2022年の話。4月にドリカムのツアーが終了して間もなく、5月にも彼らを拝む機会が訪れた。
ただし今回は態様が違う。ドリカムであってドリカムではない。
いろいろ忘れ難い5月26日。
選りに選って木曜日だった。週で唯一、午後に授業がある日だ。大学のゼミ、懐かしい。しかも終了は通常19時頃。19時の開演に間に合うわけがない。
前日からメールで早退を伝えておいた。「いつも協力的に参加してくれているので、都合がつかないときは大丈夫です」と有難い返信を頂く。
しかし尚、別な問題に直面。早退は許されたが、その前に成績を大きく左右するテストを受けねばならない。目的地への所要時間を逆算すると、学校を発つリミットは17時。嗚呼。
テストは最高点に終わり、答え合わせ・解説中の早退でも角が立ちにくい。頭が悪くなくて良かった。普段よりも早足で駅に向かう。

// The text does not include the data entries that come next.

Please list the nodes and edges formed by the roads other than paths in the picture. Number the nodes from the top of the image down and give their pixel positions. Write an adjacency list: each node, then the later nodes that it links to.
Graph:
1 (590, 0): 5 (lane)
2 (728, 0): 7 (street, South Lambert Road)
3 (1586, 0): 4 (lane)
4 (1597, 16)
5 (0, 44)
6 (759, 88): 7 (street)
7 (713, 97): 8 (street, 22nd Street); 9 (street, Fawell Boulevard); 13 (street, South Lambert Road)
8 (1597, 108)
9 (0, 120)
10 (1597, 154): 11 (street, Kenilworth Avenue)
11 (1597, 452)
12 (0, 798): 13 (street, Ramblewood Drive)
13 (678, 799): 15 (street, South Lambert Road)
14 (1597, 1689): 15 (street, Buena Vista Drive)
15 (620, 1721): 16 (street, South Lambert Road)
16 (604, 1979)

帰宅とは反対方向の電車。ここで間違えたら一巻の終わり(言い過ぎか)。慣れない八丁掘駅、慣れない京葉線を経て、新木場駅にて18:11着・18:11発の乗り換えに成功。辿り着いたは有明ガーデンシアター。
前置きが非常に長くなった。本題に入る。
LOVE SUPREME presents DREAMS COME TRUE (featuring 上原ひろみ, Chris Coleman, 古川昌義, 馬場智章) & WONK
直前になり当日券での鑑賞を決断した公演のため席は上方・後方だったが、シアター自体が特段大きくなく見やすかった。そして結論から述べよう。行くか否か迷ったのは疑う余地も無く愚行だった。あれは、人生に一度でも同じ空間で味わわなければならなかった、と。
吉田美和の歌唱力に関しては、改めて言うまでもなく圧倒的に高い。
低音から高音まで一切の淀みが無く、精確なピッチの中に心地良い揺らぎがある。彼女の歌声を表現するのに、私はいつも「深み」という言葉を使うのだが、言葉での説明は蛇足の域かもしれない。“生”で聴けば分かる。以上。

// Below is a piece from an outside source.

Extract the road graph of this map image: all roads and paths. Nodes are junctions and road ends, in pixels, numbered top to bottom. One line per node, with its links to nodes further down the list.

うまい歌は、生で聴くとより詩が響く。乗せられる言葉そのものは原曲と変わらないのに、だ。物理的に直接届くからでもあろうか。普段からよく聴いていても、ハッとする瞬間がある。
そんな吉田美和の歌を、上原ひろみによるピアノをはじめとして、ジャズアレンジの演奏が彩った。その場限り・その一瞬限りの極上の音が、一級のセンスとテクニックを持った音楽家により、まさに目の前で奏でられる贅沢。

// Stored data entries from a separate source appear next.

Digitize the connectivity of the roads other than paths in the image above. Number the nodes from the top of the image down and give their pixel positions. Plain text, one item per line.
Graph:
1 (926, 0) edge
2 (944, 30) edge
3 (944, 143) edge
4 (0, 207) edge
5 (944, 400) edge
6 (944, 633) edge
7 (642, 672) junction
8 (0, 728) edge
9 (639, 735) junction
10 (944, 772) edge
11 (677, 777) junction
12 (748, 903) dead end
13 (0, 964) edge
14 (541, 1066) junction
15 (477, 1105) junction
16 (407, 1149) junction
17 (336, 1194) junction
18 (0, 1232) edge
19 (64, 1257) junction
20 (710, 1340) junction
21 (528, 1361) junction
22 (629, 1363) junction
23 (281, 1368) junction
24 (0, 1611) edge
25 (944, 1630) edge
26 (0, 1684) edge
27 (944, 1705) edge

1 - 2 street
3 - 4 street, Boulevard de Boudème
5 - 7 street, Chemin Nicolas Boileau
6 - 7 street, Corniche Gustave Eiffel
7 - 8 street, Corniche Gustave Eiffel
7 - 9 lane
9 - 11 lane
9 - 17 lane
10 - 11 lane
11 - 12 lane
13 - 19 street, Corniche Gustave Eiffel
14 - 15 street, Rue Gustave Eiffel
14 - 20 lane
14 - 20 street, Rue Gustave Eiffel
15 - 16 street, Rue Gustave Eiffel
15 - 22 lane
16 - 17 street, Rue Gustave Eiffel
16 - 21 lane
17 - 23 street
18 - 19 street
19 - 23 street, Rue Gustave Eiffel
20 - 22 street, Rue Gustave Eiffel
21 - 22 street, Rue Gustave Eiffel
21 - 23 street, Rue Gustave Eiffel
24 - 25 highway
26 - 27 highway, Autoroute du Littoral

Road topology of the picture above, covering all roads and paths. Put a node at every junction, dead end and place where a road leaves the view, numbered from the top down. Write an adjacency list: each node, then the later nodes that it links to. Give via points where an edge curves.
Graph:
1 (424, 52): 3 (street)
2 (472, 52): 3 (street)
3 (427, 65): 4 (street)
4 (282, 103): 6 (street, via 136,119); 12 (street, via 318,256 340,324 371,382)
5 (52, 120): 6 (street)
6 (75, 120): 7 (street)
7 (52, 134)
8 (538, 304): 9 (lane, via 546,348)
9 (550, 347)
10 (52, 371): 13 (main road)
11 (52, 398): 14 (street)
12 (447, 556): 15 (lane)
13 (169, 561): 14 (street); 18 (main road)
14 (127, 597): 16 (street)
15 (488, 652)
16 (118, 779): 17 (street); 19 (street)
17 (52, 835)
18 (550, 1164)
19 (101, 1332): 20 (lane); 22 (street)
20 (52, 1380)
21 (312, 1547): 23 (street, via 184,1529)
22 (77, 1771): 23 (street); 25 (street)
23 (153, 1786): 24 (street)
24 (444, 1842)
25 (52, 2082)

音の粒が空間全体と対話しているのだ。自由自在に暴れ回っているようでいて、そこには完全な調和がある。私は途中笑っていました。もはや何も理解できなくて。諸々の臓器が出そうにもなりました。あれは人間業ではない。
時間芸術の最高峰。「聴いてみな、飛ぶぞ」ということである。エクスタシー。
夢だったのか現だったのかも曖昧で、溶けてしまいそう。そのまま東京湾に沈んでも後悔は無かったでしょう。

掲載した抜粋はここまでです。